Re: Coding Challenges - Dlang or Generic
10.01.2023 13:57, matheus пишет: On Tuesday, 10 January 2023 at 05:21:15 UTC, H. S. Teoh wrote: Printing it in this format is trivial, and not very interesting. The interest in the challenge is to lay it out like I posted, side-by-side,... Like I said I did it over D online compiler which unfortunately I couldn't validate the output because it "wraps" the text, and the font wasn't monospace.
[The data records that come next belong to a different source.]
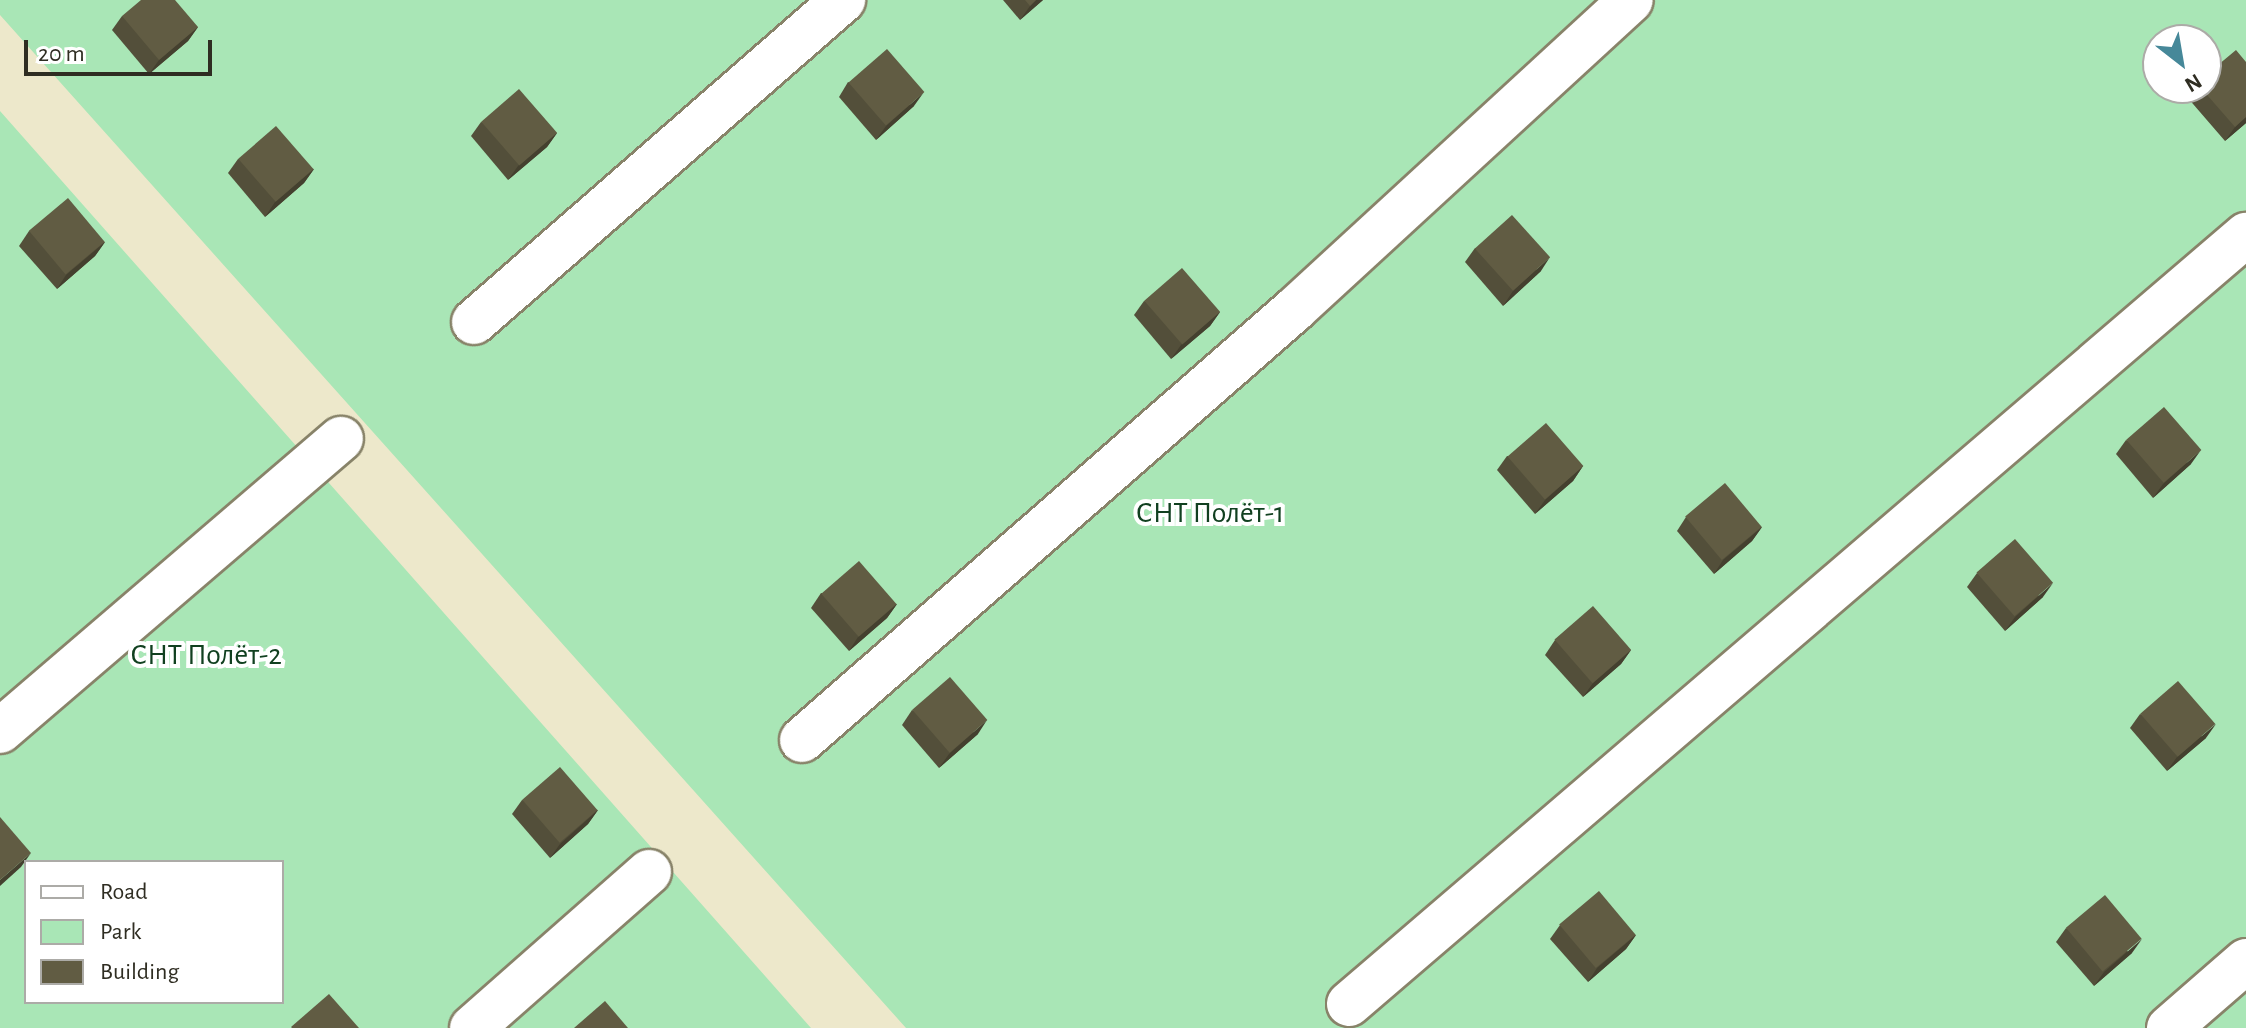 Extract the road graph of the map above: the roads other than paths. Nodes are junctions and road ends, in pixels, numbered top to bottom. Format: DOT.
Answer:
graph roads {
  1 [pos="843,0"];
  2 [pos="1631,0"];
  3 [pos="2246,235"];
  4 [pos="474,322"];
  5 [pos="341,439"];
  6 [pos="0,731"];
  7 [pos="802,740"];
  8 [pos="649,872"];
  9 [pos="2246,961"];
  10 [pos="1349,1004"];
  11 [pos="472,1028"];
  12 [pos="2169,1028"];
  1 -- 4 [label="lane"];
  2 -- 7 [label="lane"];
  3 -- 10 [label="lane"];
  5 -- 6 [label="lane"];
  8 -- 11 [label="lane"];
  9 -- 12 [label="lane"];
} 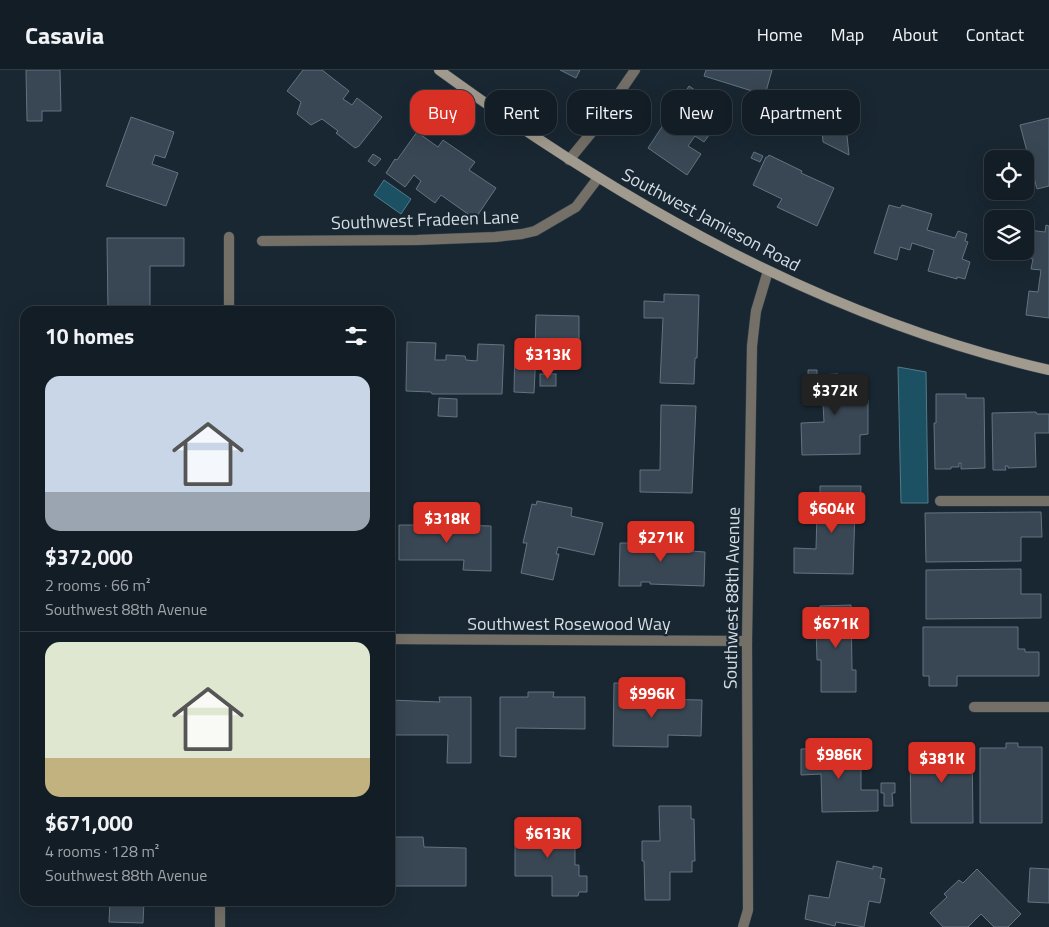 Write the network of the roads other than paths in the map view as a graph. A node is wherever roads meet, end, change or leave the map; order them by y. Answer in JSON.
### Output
{"nodes":[{"id":1,"x":438,"y":70,"type":"edge"},
{"id":2,"x":635,"y":70,"type":"edge"},
{"id":3,"x":569,"y":160,"type":"junction"},
{"id":4,"x":598,"y":178,"type":"junction"},
{"id":5,"x":229,"y":236,"type":"dead end"},
{"id":6,"x":262,"y":241,"type":"dead end"},
{"id":7,"x":768,"y":271,"type":"junction"},
{"id":8,"x":229,"y":306,"type":"edge"},
{"id":9,"x":1049,"y":370,"type":"edge"},
{"id":10,"x":940,"y":501,"type":"dead end"},
{"id":11,"x":1049,"y":501,"type":"edge"},
{"id":12,"x":395,"y":639,"type":"edge"},
{"id":13,"x":747,"y":641,"type":"junction"},
{"id":14,"x":974,"y":708,"type":"dead end"},
{"id":15,"x":1049,"y":708,"type":"edge"},
{"id":16,"x":220,"y":906,"type":"edge"},
{"id":17,"x":220,"y":927,"type":"edge"},
{"id":18,"x":743,"y":927,"type":"edge"}],
"edges":[{"from":1,"to":3,"type":"street","name":"Southwest Jamieson Road"},
{"from":2,"to":3,"type":"street"},
{"from":3,"to":4,"type":"street","name":"Southwest Jamieson Road"},
{"from":4,"to":6,"type":"street","name":"Southwest Fradeen Lane"},
{"from":4,"to":7,"type":"street","name":"Southwest Jamieson Road"},
{"from":5,"to":8,"type":"street"},
{"from":7,"to":9,"type":"street","name":"Southwest Jamieson Road"},
{"from":7,"to":13,"type":"street","name":"Southwest 88th Avenue"},
{"from":10,"to":11,"type":"street"},
{"from":12,"to":13,"type":"street","name":"Southwest Rosewood Way"},
{"from":13,"to":18,"type":"street","name":"Southwest 88th Avenue"},
{"from":14,"to":15,"type":"street"},
{"from":16,"to":17,"type":"street"}]}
But It just a case of changing the loop in a way to print 3 groups of months. ... and to do so in a way that the code is clean, maintainable, and consists of reusable components. ... Talking about modularity and reusable components, I really think it depends, because if that's was really the case, then I would think of using the OS functions to move the cursor around (If console/terminal) to print a given month in some location or side by side until reach some horizontal limit (Terminal), then it could be 1 column only (Like I did), 2, 3 and maybe 4 columns if the terminal/resolution permit, and for that I would use ARSD. :] But I think this would be too much for this kind of thing writing on online compiler. ... That's where the challenge lies. To be honest when I saw your proposal, I really thought that the real challenge would be to write my own algo to handle the date, and I was pretty sure after posting above, you would say that, but not about the layout or printing in groups. =] Matheus. [To clarify the situation](https://wiki.dlang.org/Component_programming_with_ranges) (H S Teoh is the author of this article)
Re: Is `void` the correct way to say "do not initialize this variable"?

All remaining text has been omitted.